Background and aims: Shikimic acid (SA) is present in a wide variety of plants and microorganisms used in traditional and folk medicine and also is an essential starting material for the synthesis of the antiviral drug Oseltamivir (Tamiflu®). Some pharmacological actions observed in SA-enriched products include antioxidant and anti-inflammatory activities. Here, we investigated the anti-inflammatory and antinociceptive actions of isolated SA.

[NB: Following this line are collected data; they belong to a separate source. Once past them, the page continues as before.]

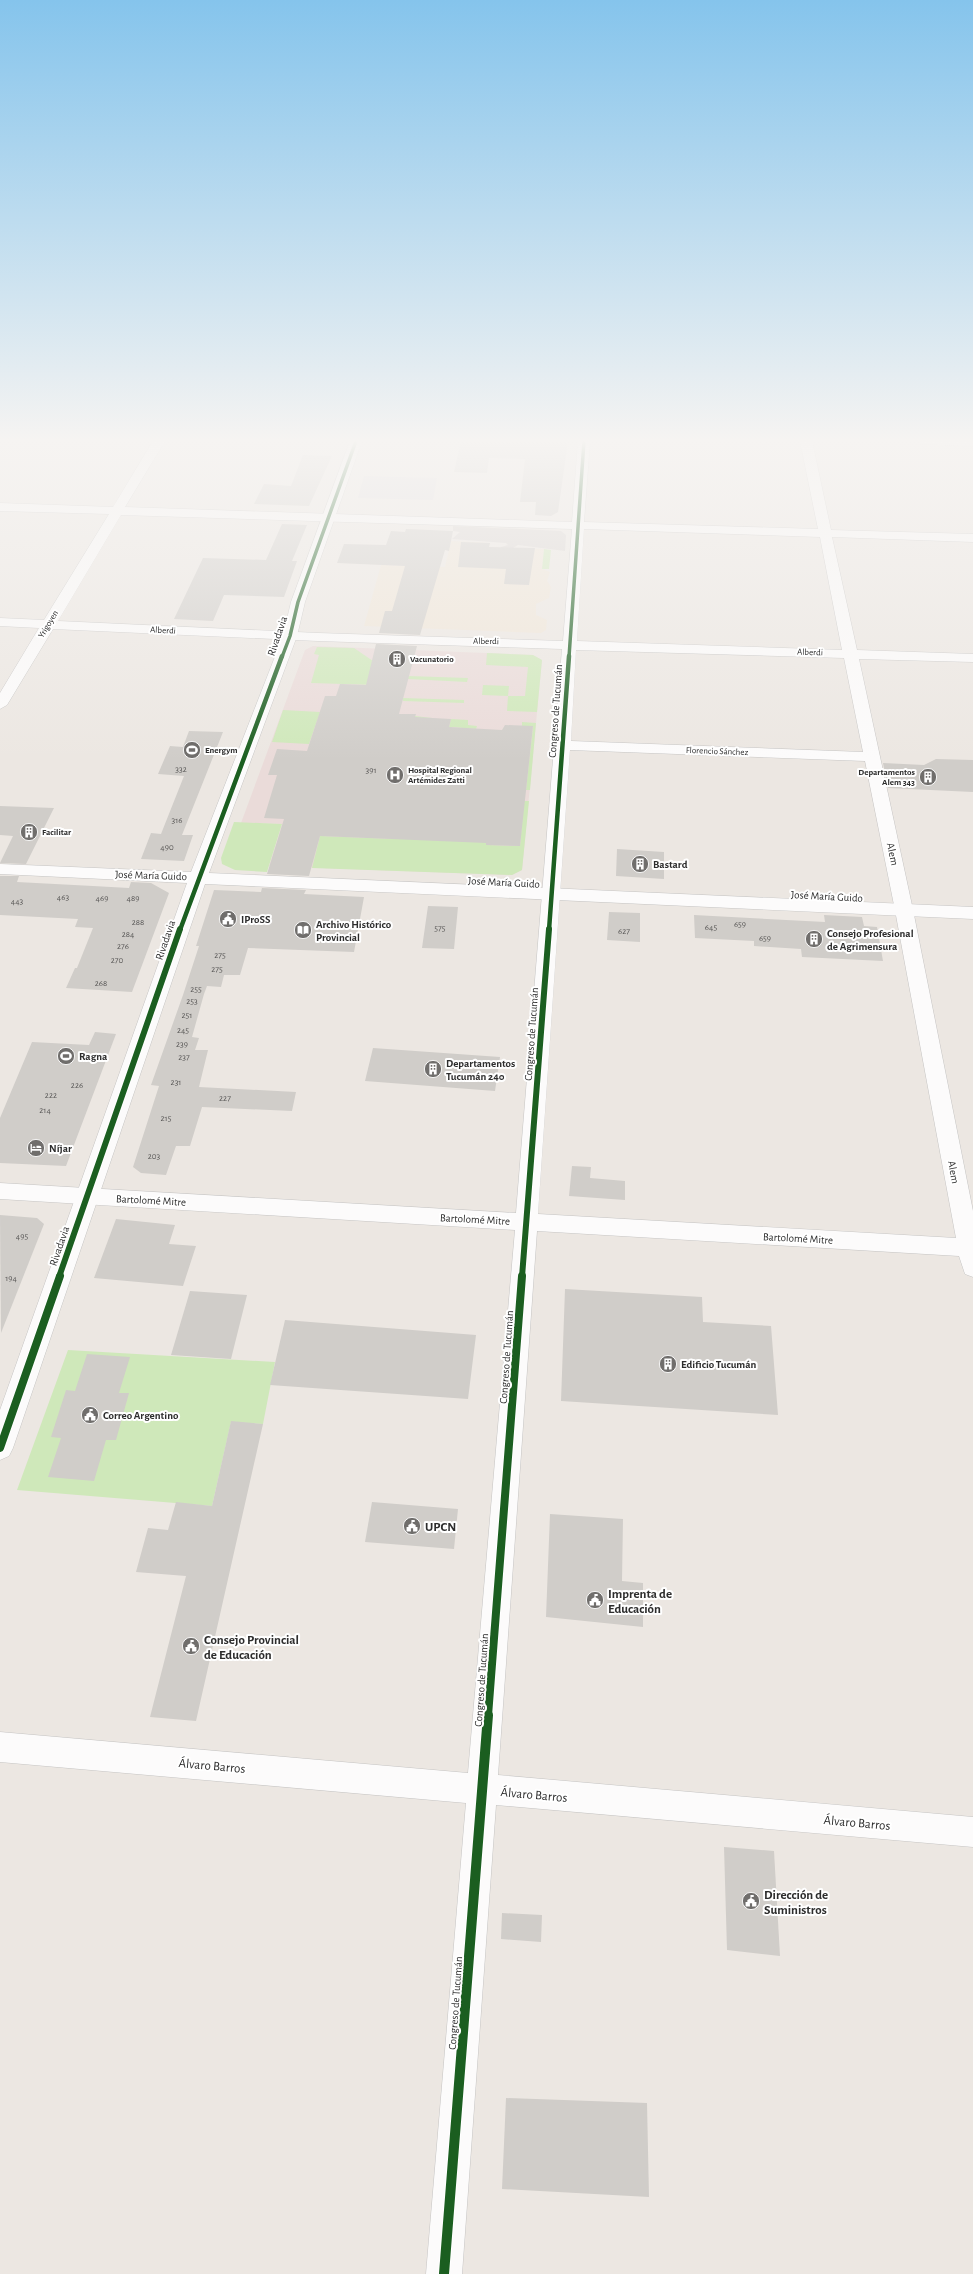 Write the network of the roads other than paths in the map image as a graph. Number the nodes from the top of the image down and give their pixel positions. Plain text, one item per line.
1 (95, 547) edge
2 (319, 547) edge
3 (576, 547) edge
4 (829, 547) edge
5 (0, 622) edge
6 (48, 624) junction
7 (290, 636) junction
8 (569, 644) junction
9 (851, 654) junction
10 (973, 658) edge
11 (0, 705) edge
12 (562, 745) junction
13 (872, 757) junction
14 (0, 869) edge
15 (198, 876) junction
16 (552, 894) junction
17 (904, 910) junction
18 (973, 913) edge
19 (0, 1191) edge
20 (87, 1196) junction
21 (526, 1222) junction
22 (972, 1255) edge
23 (0, 1448) edge
24 (0, 1747) edge
25 (482, 1789) junction
26 (973, 1832) edge
27 (444, 2274) edge

1 - 6 street, Yrigoyen
2 - 7 main road, Rivadavia
3 - 8 street, Congreso de Tucumán
4 - 9 street, Alem
5 - 6 street, Alberdi
6 - 7 street, Alberdi
6 - 11 street, Yrigoyen
7 - 8 street, Alberdi
7 - 15 main road, Rivadavia
8 - 9 street, Alberdi
8 - 12 street, Congreso de Tucumán
9 - 10 street, Alberdi
9 - 13 street, Alem
12 - 13 street, Florencio Sánchez
12 - 16 street, Congreso de Tucumán
13 - 17 street, Alem
14 - 15 main road, José María Guido
15 - 16 main road, José María Guido
15 - 20 main road, Rivadavia
16 - 17 main road, José María Guido
16 - 21 street, Congreso de Tucumán
17 - 18 main road, José María Guido
17 - 22 street, Alem
19 - 20 street, Bartolomé Mitre
20 - 21 street, Bartolomé Mitre
20 - 23 main road, Rivadavia
21 - 22 street, Bartolomé Mitre
21 - 25 street, Congreso de Tucumán
24 - 25 street, Álvaro Barros
25 - 26 street, Álvaro Barros
25 - 27 street, Congreso de Tucumán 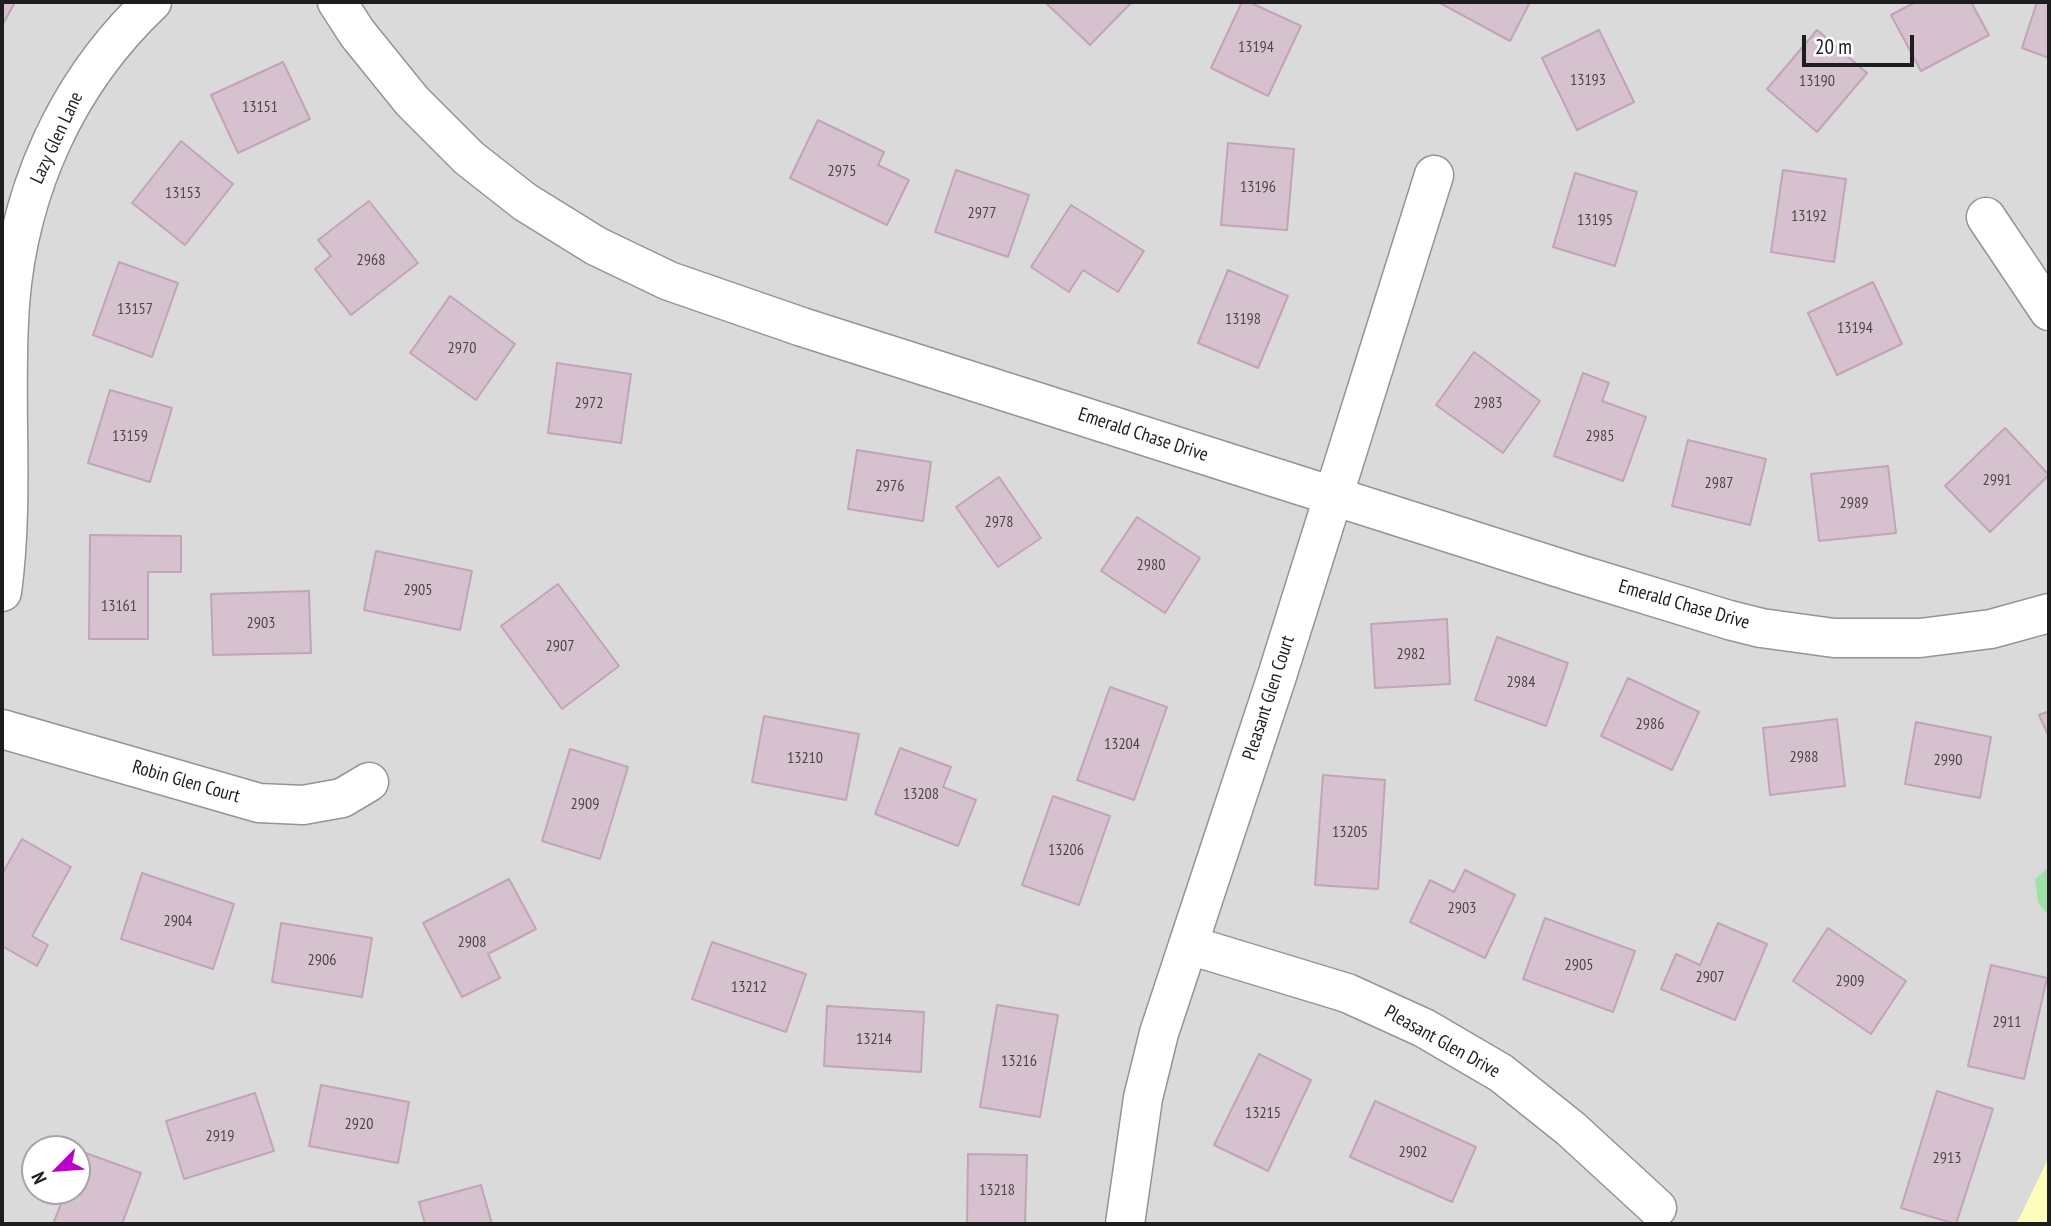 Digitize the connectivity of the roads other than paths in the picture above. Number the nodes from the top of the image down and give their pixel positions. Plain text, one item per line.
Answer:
1 (152, 2) edge
2 (337, 2) edge
3 (1434, 175) dead end
4 (1986, 217) dead end
5 (2049, 311) edge
6 (1333, 495) junction
7 (2, 592) edge
8 (2049, 613) edge
9 (2, 729) edge
10 (369, 782) dead end
11 (1189, 945) junction
12 (1657, 1208) dead end
13 (1125, 1224) edge

1 - 7 street, Lazy Glen Lane
2 - 6 street, Emerald Chase Drive
3 - 6 street, Pleasant Glen Court
4 - 5 street
6 - 8 street, Emerald Chase Drive
6 - 11 street, Pleasant Glen Court
9 - 10 street, Robin Glen Court
11 - 12 street, Pleasant Glen Drive
11 - 13 street, Pleasant Glen Court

Methods: RAW 264.7 macrophage cells were treated with bacterial LPS (1μg/mL) and the effect of SA on the modulation of cell viability, nitric oxide (NO) production, TNF-α, and IL-1β content and MAPK (ERK1/2 and p38) activation was evaluated. Besides, the anti-hyperalgesic actions of SA on in vivo model of mechanical hyperalgesia induced by carrageenan (CG), dopamine (DA), TNF-α and prostaglandin (PGE2) were assessed.
Results: In RAW 264.7 cells, SA suppressed LPS-induced decrease in cell viability and nitrite accumulation to control values and inhibited up-regulation of TNF-α (65%) and IL-1β (39%). These effects may be mediated at least in part by inhibition of LPS-induced ERK 1/2 (22%) and p38 (17%) phosphorylation. In mice, SA at 50, 100, and 200mg/kg decreased formalin-induced nociceptive behavior (around 50%) and inhibited the inflammatory nociception induced by TNF-α and PGE2 (50 to 75% each). Moreover, SA (100 and 200mg/kg) significantly attenuated the mechanical hyperalgesia induced by CG and DA (25 to 40% each).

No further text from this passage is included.